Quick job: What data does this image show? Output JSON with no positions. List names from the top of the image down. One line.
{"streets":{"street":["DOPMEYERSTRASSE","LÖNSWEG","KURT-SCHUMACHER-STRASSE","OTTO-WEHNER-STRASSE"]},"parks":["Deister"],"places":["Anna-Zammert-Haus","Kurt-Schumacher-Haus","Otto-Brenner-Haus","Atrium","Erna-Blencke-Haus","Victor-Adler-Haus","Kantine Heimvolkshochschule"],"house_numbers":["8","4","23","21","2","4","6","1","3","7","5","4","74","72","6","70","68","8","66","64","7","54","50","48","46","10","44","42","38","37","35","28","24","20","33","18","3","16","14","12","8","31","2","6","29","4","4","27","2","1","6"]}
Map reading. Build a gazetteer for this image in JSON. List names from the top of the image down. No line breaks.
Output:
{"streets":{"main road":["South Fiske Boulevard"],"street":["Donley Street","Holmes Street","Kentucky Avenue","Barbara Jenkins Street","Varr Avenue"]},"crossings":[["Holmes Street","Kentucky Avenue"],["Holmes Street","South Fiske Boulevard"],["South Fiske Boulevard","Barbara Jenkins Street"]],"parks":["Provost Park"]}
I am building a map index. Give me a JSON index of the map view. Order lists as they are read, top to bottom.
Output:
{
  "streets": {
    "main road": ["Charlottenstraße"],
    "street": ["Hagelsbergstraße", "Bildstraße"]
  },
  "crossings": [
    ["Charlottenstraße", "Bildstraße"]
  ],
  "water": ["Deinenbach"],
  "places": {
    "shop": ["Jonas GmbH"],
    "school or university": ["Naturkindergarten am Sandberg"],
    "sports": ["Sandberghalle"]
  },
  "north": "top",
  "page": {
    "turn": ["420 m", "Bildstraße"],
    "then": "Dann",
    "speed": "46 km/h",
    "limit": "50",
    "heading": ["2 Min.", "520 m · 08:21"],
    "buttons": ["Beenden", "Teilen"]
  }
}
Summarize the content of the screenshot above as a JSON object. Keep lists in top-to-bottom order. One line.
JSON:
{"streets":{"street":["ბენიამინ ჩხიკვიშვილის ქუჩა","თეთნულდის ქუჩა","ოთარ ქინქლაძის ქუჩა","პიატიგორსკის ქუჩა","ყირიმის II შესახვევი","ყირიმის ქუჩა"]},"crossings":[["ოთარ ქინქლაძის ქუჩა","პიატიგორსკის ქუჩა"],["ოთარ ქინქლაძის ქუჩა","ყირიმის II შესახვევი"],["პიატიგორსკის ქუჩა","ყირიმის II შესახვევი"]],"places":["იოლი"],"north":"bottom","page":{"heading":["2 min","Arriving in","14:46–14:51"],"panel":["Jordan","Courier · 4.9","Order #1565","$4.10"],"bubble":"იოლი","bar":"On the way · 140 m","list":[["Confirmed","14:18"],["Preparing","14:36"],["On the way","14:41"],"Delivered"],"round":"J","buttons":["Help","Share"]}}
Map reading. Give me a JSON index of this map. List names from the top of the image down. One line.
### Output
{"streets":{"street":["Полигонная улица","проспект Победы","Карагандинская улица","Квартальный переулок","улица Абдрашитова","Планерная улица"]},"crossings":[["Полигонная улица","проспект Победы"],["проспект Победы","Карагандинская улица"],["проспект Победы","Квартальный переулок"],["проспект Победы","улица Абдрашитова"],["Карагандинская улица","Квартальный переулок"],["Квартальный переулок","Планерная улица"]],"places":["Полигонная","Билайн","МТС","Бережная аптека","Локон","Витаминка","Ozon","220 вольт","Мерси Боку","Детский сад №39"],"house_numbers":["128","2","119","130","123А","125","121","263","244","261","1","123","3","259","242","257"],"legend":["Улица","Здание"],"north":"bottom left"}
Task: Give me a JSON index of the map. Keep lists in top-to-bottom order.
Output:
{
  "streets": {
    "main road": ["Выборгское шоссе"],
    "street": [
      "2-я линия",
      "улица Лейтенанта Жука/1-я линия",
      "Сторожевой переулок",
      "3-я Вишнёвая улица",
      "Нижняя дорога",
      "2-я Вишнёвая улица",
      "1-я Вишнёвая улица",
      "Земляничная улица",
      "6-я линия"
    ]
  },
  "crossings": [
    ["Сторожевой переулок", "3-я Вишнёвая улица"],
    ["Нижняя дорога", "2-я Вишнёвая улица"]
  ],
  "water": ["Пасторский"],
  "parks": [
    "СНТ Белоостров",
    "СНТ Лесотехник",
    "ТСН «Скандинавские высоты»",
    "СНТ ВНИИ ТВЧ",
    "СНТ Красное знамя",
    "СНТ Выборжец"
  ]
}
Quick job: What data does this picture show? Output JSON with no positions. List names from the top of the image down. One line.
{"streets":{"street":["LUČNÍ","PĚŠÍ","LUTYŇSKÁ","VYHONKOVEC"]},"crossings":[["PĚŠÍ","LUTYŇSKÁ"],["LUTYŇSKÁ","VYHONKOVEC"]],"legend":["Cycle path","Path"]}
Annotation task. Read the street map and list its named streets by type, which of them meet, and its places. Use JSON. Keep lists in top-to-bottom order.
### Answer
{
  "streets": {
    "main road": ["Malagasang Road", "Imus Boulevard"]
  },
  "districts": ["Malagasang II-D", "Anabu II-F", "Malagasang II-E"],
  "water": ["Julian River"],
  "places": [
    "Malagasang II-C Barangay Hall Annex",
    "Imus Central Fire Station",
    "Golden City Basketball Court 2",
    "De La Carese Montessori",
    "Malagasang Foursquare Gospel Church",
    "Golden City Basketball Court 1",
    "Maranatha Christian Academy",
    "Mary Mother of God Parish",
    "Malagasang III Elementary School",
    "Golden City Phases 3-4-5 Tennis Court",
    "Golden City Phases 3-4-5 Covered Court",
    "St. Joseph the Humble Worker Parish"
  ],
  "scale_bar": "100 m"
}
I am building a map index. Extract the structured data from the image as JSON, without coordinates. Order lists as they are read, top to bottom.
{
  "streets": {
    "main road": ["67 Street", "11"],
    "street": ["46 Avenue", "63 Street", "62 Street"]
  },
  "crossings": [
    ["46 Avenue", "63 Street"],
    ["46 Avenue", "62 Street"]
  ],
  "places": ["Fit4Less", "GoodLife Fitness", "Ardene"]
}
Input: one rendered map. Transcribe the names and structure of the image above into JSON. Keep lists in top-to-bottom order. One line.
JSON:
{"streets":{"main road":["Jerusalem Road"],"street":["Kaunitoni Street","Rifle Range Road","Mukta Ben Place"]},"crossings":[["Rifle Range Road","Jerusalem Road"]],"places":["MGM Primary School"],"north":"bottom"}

# PROMPT
All of the material above needs repeating. Keep it exact.

# REPLY TO THE TASK
Quick job: What data does this image show? Output JSON with no positions. List names from the top of the image down. One line.
{"streets":{"street":["DOPMEYERSTRASSE","LÖNSWEG","KURT-SCHUMACHER-STRASSE","OTTO-WEHNER-STRASSE"]},"parks":["Deister"],"places":["Anna-Zammert-Haus","Kurt-Schumacher-Haus","Otto-Brenner-Haus","Atrium","Erna-Blencke-Haus","Victor-Adler-Haus","Kantine Heimvolkshochschule"],"house_numbers":["8","4","23","21","2","4","6","1","3","7","5","4","74","72","6","70","68","8","66","64","7","54","50","48","46","10","44","42","38","37","35","28","24","20","33","18","3","16","14","12","8","31","2","6","29","4","4","27","2","1","6"]}
Map reading. Build a gazetteer for this image in JSON. List names from the top of the image down. No line breaks.
Output:
{"streets":{"main road":["South Fiske Boulevard"],"street":["Donley Street","Holmes Street","Kentucky Avenue","Barbara Jenkins Street","Varr Avenue"]},"crossings":[["Holmes Street","Kentucky Avenue"],["Holmes Street","South Fiske Boulevard"],["South Fiske Boulevard","Barbara Jenkins Street"]],"parks":["Provost Park"]}
I am building a map index. Give me a JSON index of the map view. Order lists as they are read, top to bottom.
Output:
{
  "streets": {
    "main road": ["Charlottenstraße"],
    "street": ["Hagelsbergstraße", "Bildstraße"]
  },
  "crossings": [
    ["Charlottenstraße", "Bildstraße"]
  ],
  "water": ["Deinenbach"],
  "places": {
    "shop": ["Jonas GmbH"],
    "school or university": ["Naturkindergarten am Sandberg"],
    "sports": ["Sandberghalle"]
  },
  "north": "top",
  "page": {
    "turn": ["420 m", "Bildstraße"],
    "then": "Dann",
    "speed": "46 km/h",
    "limit": "50",
    "heading": ["2 Min.", "520 m · 08:21"],
    "buttons": ["Beenden", "Teilen"]
  }
}
Summarize the content of the screenshot above as a JSON object. Keep lists in top-to-bottom order. One line.
JSON:
{"streets":{"street":["ბენიამინ ჩხიკვიშვილის ქუჩა","თეთნულდის ქუჩა","ოთარ ქინქლაძის ქუჩა","პიატიგორსკის ქუჩა","ყირიმის II შესახვევი","ყირიმის ქუჩა"]},"crossings":[["ოთარ ქინქლაძის ქუჩა","პიატიგორსკის ქუჩა"],["ოთარ ქინქლაძის ქუჩა","ყირიმის II შესახვევი"],["პიატიგორსკის ქუჩა","ყირიმის II შესახვევი"]],"places":["იოლი"],"north":"bottom","page":{"heading":["2 min","Arriving in","14:46–14:51"],"panel":["Jordan","Courier · 4.9","Order #1565","$4.10"],"bubble":"იოლი","bar":"On the way · 140 m","list":[["Confirmed","14:18"],["Preparing","14:36"],["On the way","14:41"],"Delivered"],"round":"J","buttons":["Help","Share"]}}
Map reading. Give me a JSON index of this map. List names from the top of the image down. One line.
### Output
{"streets":{"street":["Полигонная улица","проспект Победы","Карагандинская улица","Квартальный переулок","улица Абдрашитова","Планерная улица"]},"crossings":[["Полигонная улица","проспект Победы"],["проспект Победы","Карагандинская улица"],["проспект Победы","Квартальный переулок"],["проспект Победы","улица Абдрашитова"],["Карагандинская улица","Квартальный переулок"],["Квартальный переулок","Планерная улица"]],"places":["Полигонная","Билайн","МТС","Бережная аптека","Локон","Витаминка","Ozon","220 вольт","Мерси Боку","Детский сад №39"],"house_numbers":["128","2","119","130","123А","125","121","263","244","261","1","123","3","259","242","257"],"legend":["Улица","Здание"],"north":"bottom left"}
Task: Give me a JSON index of the map. Keep lists in top-to-bottom order.
Output:
{
  "streets": {
    "main road": ["Выборгское шоссе"],
    "street": [
      "2-я линия",
      "улица Лейтенанта Жука/1-я линия",
      "Сторожевой переулок",
      "3-я Вишнёвая улица",
      "Нижняя дорога",
      "2-я Вишнёвая улица",
      "1-я Вишнёвая улица",
      "Земляничная улица",
      "6-я линия"
    ]
  },
  "crossings": [
    ["Сторожевой переулок", "3-я Вишнёвая улица"],
    ["Нижняя дорога", "2-я Вишнёвая улица"]
  ],
  "water": ["Пасторский"],
  "parks": [
    "СНТ Белоостров",
    "СНТ Лесотехник",
    "ТСН «Скандинавские высоты»",
    "СНТ ВНИИ ТВЧ",
    "СНТ Красное знамя",
    "СНТ Выборжец"
  ]
}
Quick job: What data does this picture show? Output JSON with no positions. List names from the top of the image down. One line.
{"streets":{"street":["LUČNÍ","PĚŠÍ","LUTYŇSKÁ","VYHONKOVEC"]},"crossings":[["PĚŠÍ","LUTYŇSKÁ"],["LUTYŇSKÁ","VYHONKOVEC"]],"legend":["Cycle path","Path"]}
Annotation task. Read the street map and list its named streets by type, which of them meet, and its places. Use JSON. Keep lists in top-to-bottom order.
### Answer
{
  "streets": {
    "main road": ["Malagasang Road", "Imus Boulevard"]
  },
  "districts": ["Malagasang II-D", "Anabu II-F", "Malagasang II-E"],
  "water": ["Julian River"],
  "places": [
    "Malagasang II-C Barangay Hall Annex",
    "Imus Central Fire Station",
    "Golden City Basketball Court 2",
    "De La Carese Montessori",
    "Malagasang Foursquare Gospel Church",
    "Golden City Basketball Court 1",
    "Maranatha Christian Academy",
    "Mary Mother of God Parish",
    "Malagasang III Elementary School",
    "Golden City Phases 3-4-5 Tennis Court",
    "Golden City Phases 3-4-5 Covered Court",
    "St. Joseph the Humble Worker Parish"
  ],
  "scale_bar": "100 m"
}
I am building a map index. Extract the structured data from the image as JSON, without coordinates. Order lists as they are read, top to bottom.
{
  "streets": {
    "main road": ["67 Street", "11"],
    "street": ["46 Avenue", "63 Street", "62 Street"]
  },
  "crossings": [
    ["46 Avenue", "63 Street"],
    ["46 Avenue", "62 Street"]
  ],
  "places": ["Fit4Less", "GoodLife Fitness", "Ardene"]
}
Input: one rendered map. Transcribe the names and structure of the image above into JSON. Keep lists in top-to-bottom order. One line.
JSON:
{"streets":{"main road":["Jerusalem Road"],"street":["Kaunitoni Street","Rifle Range Road","Mukta Ben Place"]},"crossings":[["Rifle Range Road","Jerusalem Road"]],"places":["MGM Primary School"],"north":"bottom"}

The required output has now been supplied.